La contrefaçon est le terme spécifique, en propriété intellectuelle, qui réfère à toute violation et usage non-autorisé d’un actif de propriété intellectuelle appartenant à un tiers.

comment lutter efficacement contre la contrefaçonLe visage de la contrefaçon a profondément changé durant ces dernières années. L’époque de la contrefaçon artisanale est révolue, alors que produire et vendre des faux est devenu une industrie bien huilée, souvent financée par les fonds provenant du trafic de la drogue, du terrorisme et d’autres organisations criminelles.

Pendant longtemps, la contrefaçon a été considérée comme un mal inéluctable, tout particulièrement dans la sphère du luxe et de la mode, mais sa croissance exponentielle est devenue une telle menace que plusieurs parties prenantes du milieu des affaires réagissent maintenant plus rapidement et plus fortement, afin de contenir cette épidémie.

1. Quelles règles et lois sont applicables à la lutte contre la contrefaçon?

La France, un des pays les plus touchés par la contrefaçon puisque les entreprises françaises avaient une part de marché particulièrement large dans les secteurs du luxe et de la mode, et un pays qui bénéficie d’institutions de lobbying puissantes telles que le Comité Colbert et l’Union des Fabricants, a été la première à réagir contre la contrefaçon, en promulguant la loi Longuet en février 1994.

Grâce à ces nouvelles règles, la France a fait de la contrefaçon un délit pénal plus grave, élargissant le champs d’action des douaniers postés aux frontières françaises et étendant les cas dans lesquels la confiscation des produits contrefaits est devenue possible. Grâce à une nouvelle loi française entrée en vigueur en mars 2004, la peine de prison pour le délit de contrefaçon a été augmentée de 2 à 3 ans et l’amende de 150,000 euros à 300,000 euros, avec des sanctions pénales plus graves de 5 ans de prison et 500,000 euros d’amende dans les cas où la contrefaçon est exercée en bande organisée.
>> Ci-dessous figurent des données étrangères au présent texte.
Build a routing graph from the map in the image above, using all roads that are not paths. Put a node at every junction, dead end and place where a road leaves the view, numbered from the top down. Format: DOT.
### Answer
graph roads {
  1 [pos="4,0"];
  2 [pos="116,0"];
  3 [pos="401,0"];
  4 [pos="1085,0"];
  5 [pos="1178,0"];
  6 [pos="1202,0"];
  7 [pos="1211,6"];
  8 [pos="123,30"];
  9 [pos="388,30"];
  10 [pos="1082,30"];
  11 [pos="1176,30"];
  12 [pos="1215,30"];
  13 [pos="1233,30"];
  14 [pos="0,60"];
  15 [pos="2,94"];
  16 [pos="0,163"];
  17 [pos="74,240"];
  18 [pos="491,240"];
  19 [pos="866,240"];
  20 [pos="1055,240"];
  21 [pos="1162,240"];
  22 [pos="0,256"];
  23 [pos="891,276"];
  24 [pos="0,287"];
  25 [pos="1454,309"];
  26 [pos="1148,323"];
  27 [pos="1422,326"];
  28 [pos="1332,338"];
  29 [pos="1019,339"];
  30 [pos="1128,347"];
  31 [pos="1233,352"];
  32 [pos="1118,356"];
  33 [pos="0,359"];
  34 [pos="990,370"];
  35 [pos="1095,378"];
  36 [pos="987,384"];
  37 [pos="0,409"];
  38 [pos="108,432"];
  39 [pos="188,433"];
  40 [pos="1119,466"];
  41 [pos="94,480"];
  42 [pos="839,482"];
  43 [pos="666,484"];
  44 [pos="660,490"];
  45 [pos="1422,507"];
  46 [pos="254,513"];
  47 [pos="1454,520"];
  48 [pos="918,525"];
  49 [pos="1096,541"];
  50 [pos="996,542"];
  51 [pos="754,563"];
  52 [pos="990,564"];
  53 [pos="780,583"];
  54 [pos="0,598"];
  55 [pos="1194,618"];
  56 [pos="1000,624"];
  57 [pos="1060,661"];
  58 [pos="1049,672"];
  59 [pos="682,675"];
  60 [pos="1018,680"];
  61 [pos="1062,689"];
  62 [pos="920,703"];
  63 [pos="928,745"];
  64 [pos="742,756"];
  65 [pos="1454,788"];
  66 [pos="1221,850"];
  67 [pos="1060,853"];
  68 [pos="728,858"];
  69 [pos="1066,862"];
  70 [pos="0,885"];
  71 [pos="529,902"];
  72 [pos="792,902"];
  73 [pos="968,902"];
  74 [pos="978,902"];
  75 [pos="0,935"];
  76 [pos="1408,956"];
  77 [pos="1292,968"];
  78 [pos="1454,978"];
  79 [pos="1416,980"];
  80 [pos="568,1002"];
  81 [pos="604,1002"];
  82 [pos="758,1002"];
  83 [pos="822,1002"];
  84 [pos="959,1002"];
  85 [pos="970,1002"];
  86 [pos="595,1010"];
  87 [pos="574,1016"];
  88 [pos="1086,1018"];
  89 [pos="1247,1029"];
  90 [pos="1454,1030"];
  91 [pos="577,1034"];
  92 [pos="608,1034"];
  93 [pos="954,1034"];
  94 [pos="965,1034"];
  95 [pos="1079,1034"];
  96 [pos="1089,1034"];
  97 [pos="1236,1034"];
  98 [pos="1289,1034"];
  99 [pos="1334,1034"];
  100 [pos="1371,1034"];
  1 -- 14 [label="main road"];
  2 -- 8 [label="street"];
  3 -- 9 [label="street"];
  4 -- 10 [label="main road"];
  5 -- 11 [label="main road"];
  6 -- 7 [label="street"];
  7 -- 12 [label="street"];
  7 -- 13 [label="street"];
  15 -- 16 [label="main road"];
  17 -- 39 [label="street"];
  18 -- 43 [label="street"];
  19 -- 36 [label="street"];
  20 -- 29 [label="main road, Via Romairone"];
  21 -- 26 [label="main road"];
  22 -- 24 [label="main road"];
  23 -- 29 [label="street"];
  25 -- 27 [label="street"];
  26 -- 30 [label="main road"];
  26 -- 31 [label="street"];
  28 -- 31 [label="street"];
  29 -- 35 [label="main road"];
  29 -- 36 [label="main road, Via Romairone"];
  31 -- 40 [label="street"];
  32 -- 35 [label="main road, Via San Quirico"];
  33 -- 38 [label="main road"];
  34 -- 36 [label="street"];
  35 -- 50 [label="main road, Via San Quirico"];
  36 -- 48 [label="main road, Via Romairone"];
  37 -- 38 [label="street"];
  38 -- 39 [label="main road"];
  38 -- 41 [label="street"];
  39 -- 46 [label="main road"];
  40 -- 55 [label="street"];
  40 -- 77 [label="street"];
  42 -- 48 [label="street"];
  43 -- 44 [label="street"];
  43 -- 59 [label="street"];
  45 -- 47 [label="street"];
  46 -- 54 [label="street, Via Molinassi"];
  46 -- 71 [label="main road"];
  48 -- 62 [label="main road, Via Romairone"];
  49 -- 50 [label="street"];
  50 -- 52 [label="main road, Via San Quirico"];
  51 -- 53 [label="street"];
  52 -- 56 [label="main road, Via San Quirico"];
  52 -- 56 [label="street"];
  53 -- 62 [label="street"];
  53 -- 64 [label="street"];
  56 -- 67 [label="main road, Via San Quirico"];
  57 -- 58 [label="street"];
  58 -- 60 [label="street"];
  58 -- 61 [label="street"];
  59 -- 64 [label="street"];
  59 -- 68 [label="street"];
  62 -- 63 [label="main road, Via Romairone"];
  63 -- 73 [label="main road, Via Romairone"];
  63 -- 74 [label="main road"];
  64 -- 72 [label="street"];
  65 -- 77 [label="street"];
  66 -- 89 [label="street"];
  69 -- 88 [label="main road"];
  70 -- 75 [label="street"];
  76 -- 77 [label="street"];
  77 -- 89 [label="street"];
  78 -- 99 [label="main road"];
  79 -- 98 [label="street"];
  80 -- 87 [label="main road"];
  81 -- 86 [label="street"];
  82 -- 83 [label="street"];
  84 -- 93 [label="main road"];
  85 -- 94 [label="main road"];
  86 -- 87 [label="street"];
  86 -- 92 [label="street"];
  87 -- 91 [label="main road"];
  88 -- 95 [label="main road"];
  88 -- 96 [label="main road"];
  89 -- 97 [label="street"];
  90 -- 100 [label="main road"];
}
Au niveau européen, les institutions européennes sont devenues si préoccupées par la contrefaçon, en particulier parce que celle-ci peut impacter la santé et la sécurité des consommateurs, qu’elles ont adopté deux corps de règles afin de favoriser l’harmonisation dans la lutte contre la contrefaçon parmi les états-membres européens, ainsi que la coopération internationale, en particulier avec les propriétaires de droits de propriété intellectuelle.

Ainsi, le règlement 1383/2003/CE est entré en vigueur le 1 juillet 2004, et a été remplacé par le règlement 608/2013/CE en janvier 2014. Ce nouveau règlement européen relatif à l’intervention des autorités douanières sur les produits suspectés d’être contrefaits, étend substantiellement les pouvoirs des services de douane, offrant une meilleure protection contre la contrefaçon. En particulier, le règlement élargit le champs des droits de propriété intellectuelle protégés, ainsi que le droit d’information des sociétés et individus requérant la confiscation de ces produits contrefaisants. Ce règlement simplifie, en outre, le processus de destruction des faux.

En outre, la directive 2004/48/CE, relative aux mesures et procédés ayants pour but une meilleure protection des droits de propriété intellectuelle, a été adoptée en avril 2004. Cette directive a été transposée dans chaque état-membre de l’Union Européenne et a créé de nouveaux outils pour que les détenteurs de droits luttent contre la contrefaçon.

2. Comment lutter efficacement contre la contrefaçon? Avec quels outils tangibles pour les entreprises de mode et de luxe?

Quels sont les outils dont les maisons de luxe et de mode disposent, afin de lutter efficacement contre la contrefaçon?

Des mesures préventives sont nécessaires, ainsi que des actions réactives et de protection, lorsque les produits contrefaits ont été identifiés et/ou sont suspectés de circulation.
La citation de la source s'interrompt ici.